Afortunadamente para el récord, lo dije con toda claridad en un artículo publicado en el NYT el 13 de octubre de 2014 (Cuba Doesn´t Deserve Normal Diplomatic Relations). No me gustó nada la ruptura de Obama con la tradición de 10 presidentes antes que él, republicanos y demócratas, de no hacerle excesivas concesiones a la dictadura cubana hasta que los Castro no mostraran una clara señal de enmienda y no emprendieran el camino hacia la democracia.
No me gustó nada porque no me gusta que me mientan, y Obama aseguró mil veces que no habría relaciones diplomáticas normales hasta que la Isla respetara los DDHH, mientras sus operadores políticos secretamente gestionaban lo contrario. ¿Resultado? Más represión dentro de Cuba, una mayor presencia de la inteligencia cubana en Venezuela y hasta el envío clandestino de armas y de un avión a Corea del Norte, violando todos los acuerdos de la ONU.
Como buen liberal (en el sentido europeo del término), suelo respaldar una combinación entre el conservador en materia fiscal (un estado limitado, mercado y no planificación, la menor cantidad posible de impuestos y de deuda pública), y el “liberal” americano en materia social (pro-choice, pro-inmigración, y un estado suficientemente laico como para que quepan cómodamente los agnósticos).

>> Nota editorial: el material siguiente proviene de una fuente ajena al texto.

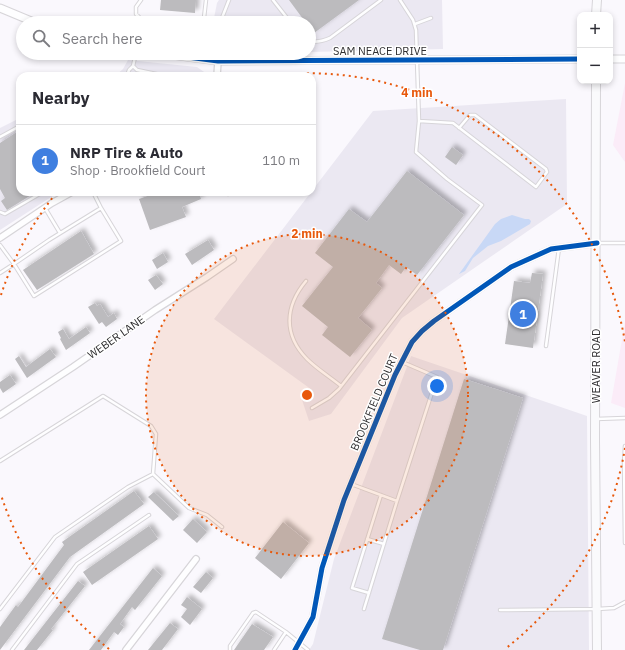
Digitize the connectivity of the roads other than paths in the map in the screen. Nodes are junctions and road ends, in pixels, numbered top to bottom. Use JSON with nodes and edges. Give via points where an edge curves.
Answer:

Por otro lado, he vivido 40 años en Europa y, previamente, 18 años en Cuba, así que conozco de primera mano la diferencia entre un “Estado de Bienestar”, con sus defectos y virtudes, y una repugnante dictadura comunista. Nadie me va a convencer de que solicitar que la salud y la educación se paguen por medio de los presupuestos generales, como sucede en los países escandinavos, o, en alguna medida, en Alemania o en Suiza, es un síntoma de totalitarismo. Tal vez sea un error, pero eso nada tiene que ver con la dictadura del proletariado preconizada por Marx para armar su enloquecido y empobrecedor tinglado.